During his first few days on the outside, Paul worked for attorney Guy Bailey
Jr. - as a real estate consultant. But the Bureau of Prisons nixed that job, he
says. Another work proposal: lecture college students on business ethics. The
BOP shot that down, too, says Paul 's lawyer, Benson Weintraub.
``I've served my time,'' says Paul . ``To tell me that I can't use my education
or my life experience in order to garner a living is crazy. I have no intention
of spending my life flipping hamburgers. It isn't going to happen. It's
wrong.''
His new job is at International Design & Display Group Inc. in Miami Lakes.
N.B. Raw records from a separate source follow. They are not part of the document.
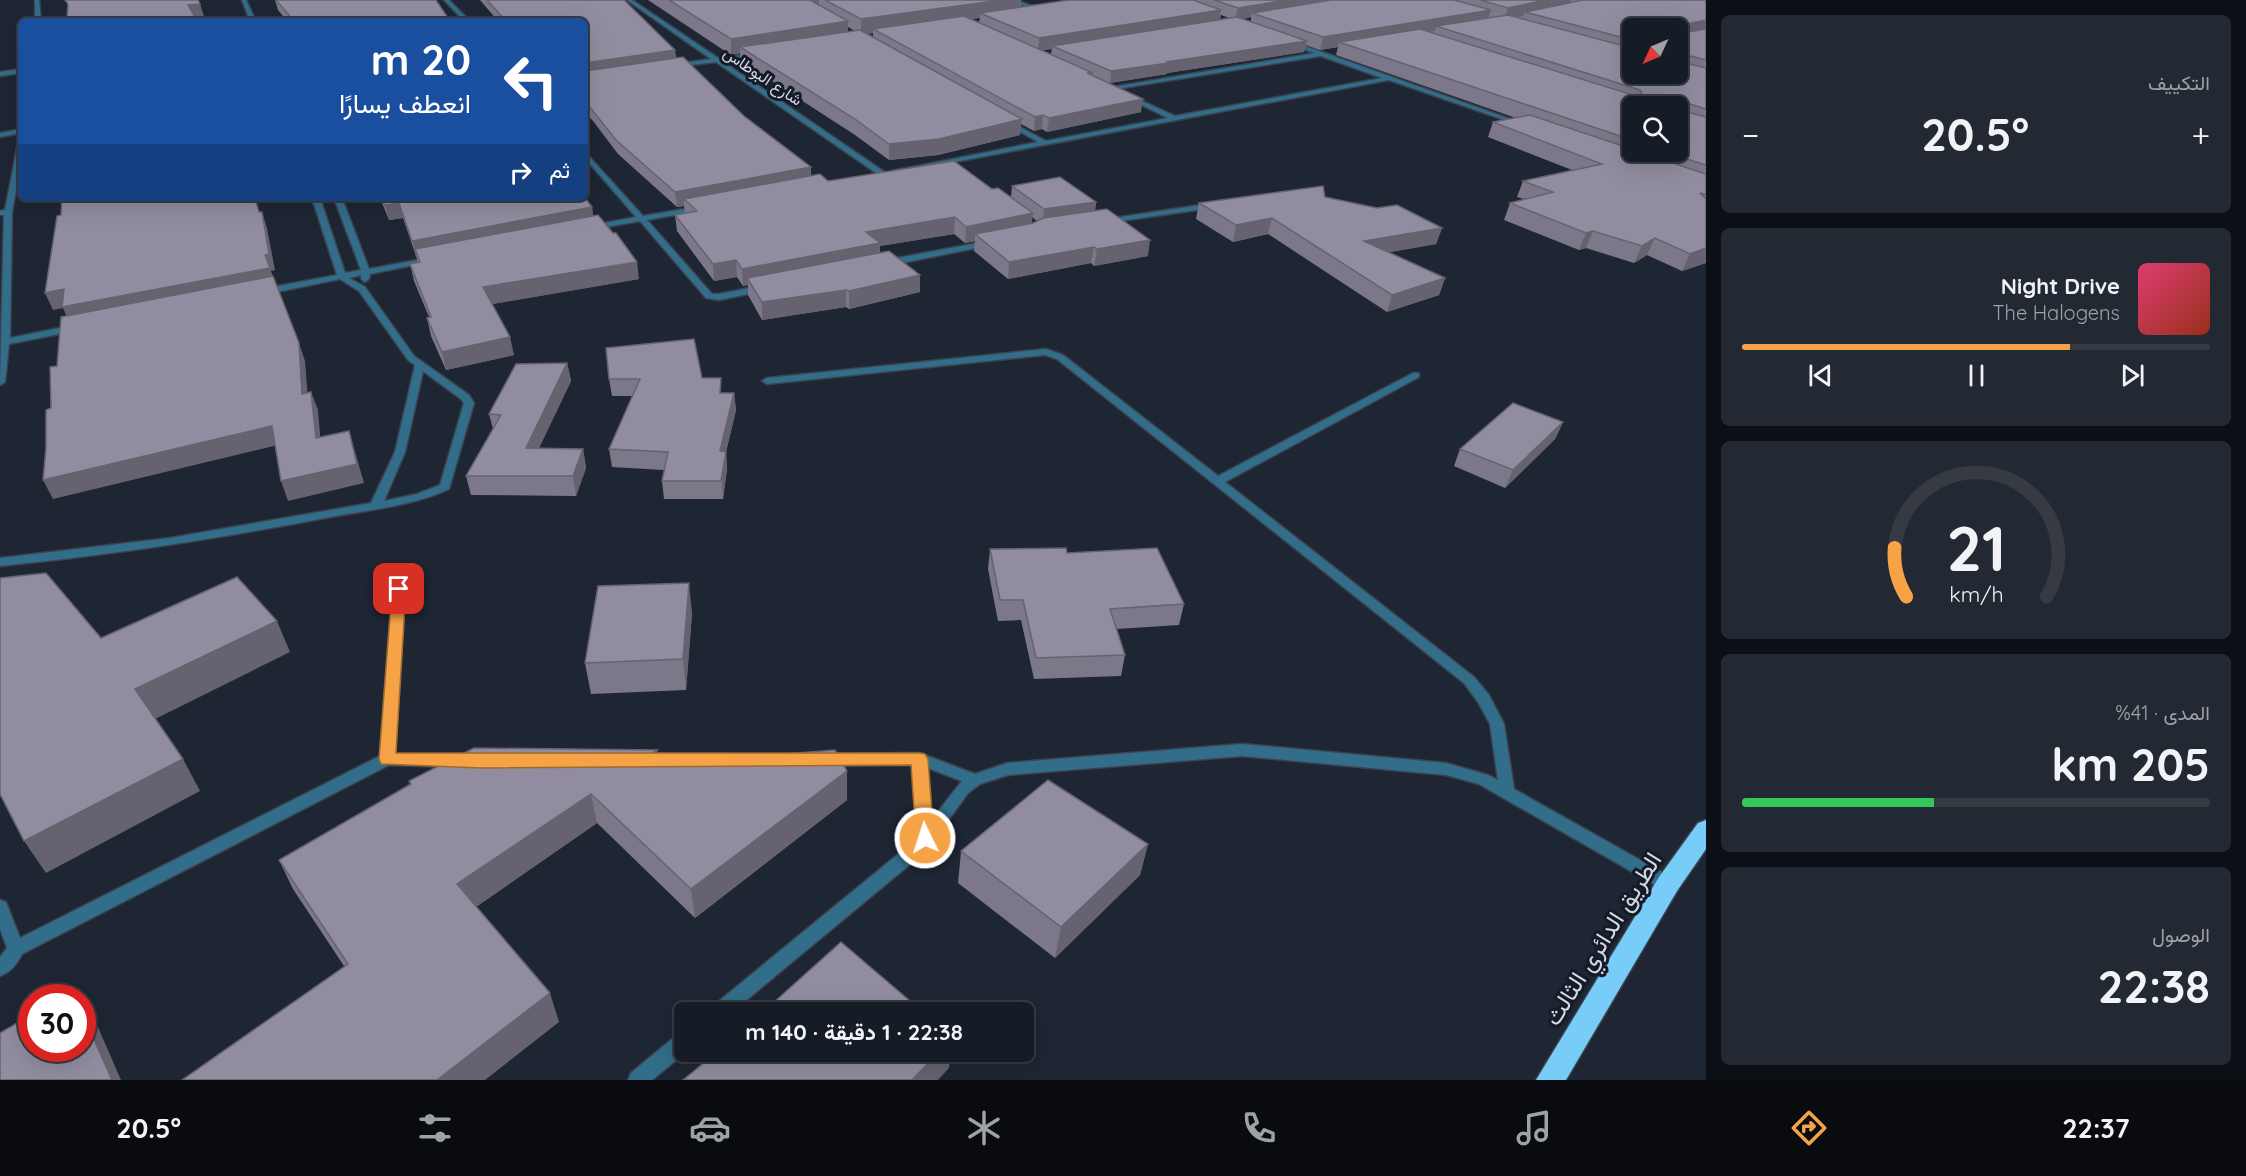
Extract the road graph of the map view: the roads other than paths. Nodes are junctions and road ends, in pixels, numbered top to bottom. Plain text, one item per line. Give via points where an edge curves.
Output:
1 (37, 0) edge
2 (244, 0) edge
3 (446, 0) edge
4 (629, 0) edge
5 (1012, 0) edge
6 (1051, 10) edge
7 (1041, 11) junction
8 (1030, 13) edge
9 (38, 18) edge
10 (252, 18) edge
11 (464, 18) edge
12 (1279, 39) edge
13 (1335, 52) edge
14 (759, 53) edge
15 (1323, 54) junction
16 (714, 60) junction
17 (667, 67) edge
18 (18, 72) edge
19 (0, 75) edge
20 (1389, 78) junction
21 (1099, 84) edge
22 (1110, 88) junction
23 (1172, 117) junction
24 (1002, 119) edge
25 (1536, 129) edge
26 (18, 132) edge
27 (0, 135) edge
28 (1043, 142) junction
29 (18, 155) edge
30 (588, 157) edge
31 (947, 161) junction
32 (956, 167) edge
33 (882, 173) junction
34 (871, 176) edge
35 (317, 201) edge
36 (339, 201) edge
37 (1221, 204) edge
38 (711, 206) edge
39 (4, 213) edge
40 (642, 218) junction
41 (1096, 222) edge
42 (584, 230) edge
43 (996, 242) edge
44 (447, 256) edge
45 (881, 264) edge
46 (366, 272) junction
47 (342, 277) junction
48 (777, 285) edge
49 (362, 289) junction
50 (249, 295) edge
51 (86, 326) edge
52 (5, 342) junction
53 (419, 366) junction
54 (1416, 375) dead end
55 (767, 381) dead end
56 (0, 382) edge
57 (1218, 481) junction
58 (376, 505) junction
59 (0, 562) edge
60 (399, 589) dead end
61 (387, 759) junction
62 (920, 759) junction
63 (624, 760) edge
64 (742, 760) edge
65 (813, 760) edge
66 (482, 761) edge
67 (975, 780) junction
68 (1507, 791) junction
69 (1706, 830) edge
70 (925, 838) junction
71 (1668, 884) junction
72 (0, 907) edge
73 (16, 949) junction
74 (0, 968) edge
75 (731, 1002) edge
76 (674, 1049) edge
77 (638, 1080) edge
78 (1550, 1080) edge

1 - 9 street
2 - 10 street
3 - 11 street
4 - 16 street, شارع البوطاس
5 - 7 street
6 - 7 street
7 - 8 street
12 - 15 street
13 - 15 street
14 - 16 street
15 - 20 street
15 - 22 street
16 - 17 street
16 - 33 street, شارع البوطاس
18 - 19 street
20 - 23 street
20 - 25 street
21 - 22 street
22 - 23 street
23 - 28 street
24 - 28 street
26 - 27 street
28 - 31 street
29 - 39 street
30 - 40 street
31 - 32 street
31 - 33 street
33 - 34 street
35 - 47 street
36 - 46 street
37 - 41 street
38 - 40 street
39 - 52 street
40 - 42 street
40 - 48 street via 709,296
43 - 45 street
44 - 46 street
46 - 47 street
46 - 49 street
47 - 49 street
47 - 50 street
49 - 53 street
51 - 52 street
52 - 56 street
53 - 58 street via 400,452
53 - 58 street via 468,403 445,487 427,495
54 - 57 street
55 - 57 street via 1046,352 1060,357
57 - 68 street via 1469,680 1497,724
58 - 59 street via 134,548
60 - 61 street
61 - 66 street
61 - 73 street
62 - 65 street
62 - 67 street
62 - 70 street
63 - 64 street
67 - 68 street via 1024,766 1242,750 1446,769 1483,778
67 - 70 street via 963,789
68 - 71 street
69 - 71 highway, الطريق الدائري الثالث
70 - 75 street
71 - 78 highway, الطريق الدائري الثالث
72 - 73 street
73 - 74 street
76 - 77 street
The firm is owned by Ian Quinton and wife Debra. She was Paul 's personal
assistant at CenTrust .
Miami looks different than when he entered prison on Jan. 2, 1995. Most
noticeable: the building boom, the proliferation of cellphones, the widespread
use of the Internet, even the colors. ``Everything in prison is either a drab
beige or a drab green. There are no reds or blues or oranges.''
He says the toughest part was his separation from his children - David
(``D.J.''), 36, a film producer in L.A.; Michael, 34, a real estate developer
who shuttles between Miami and Boone, N.C., and Deanna, 17, who lives here.
Soon, she'll be off to college - University of Pennsylvania, his alma mater, he
says. Ex-wife Sandra, 54, divorced him in 1996. She is married to hotelier
Stephen Muss, 75. Says Paul : ``Haven't seen her yet, but I will. I talk to
her.''
The halfway house beats prison. ``The food is good, the rooms are clean.'' He
expects to move into a family-owned condo in Bal Harbour by summer, and has
three more years of supervised release. He owes more than $50 million in fines
and restitution. He won't talk about his assets.
``People tell me I've changed,'' Paul says. ``I'm probably a little more tolerant
- and a little more humble.''
The 48-story former Centrust Tower in downtown Miami, a monument to Paul's greed, is now the called Bank of America building.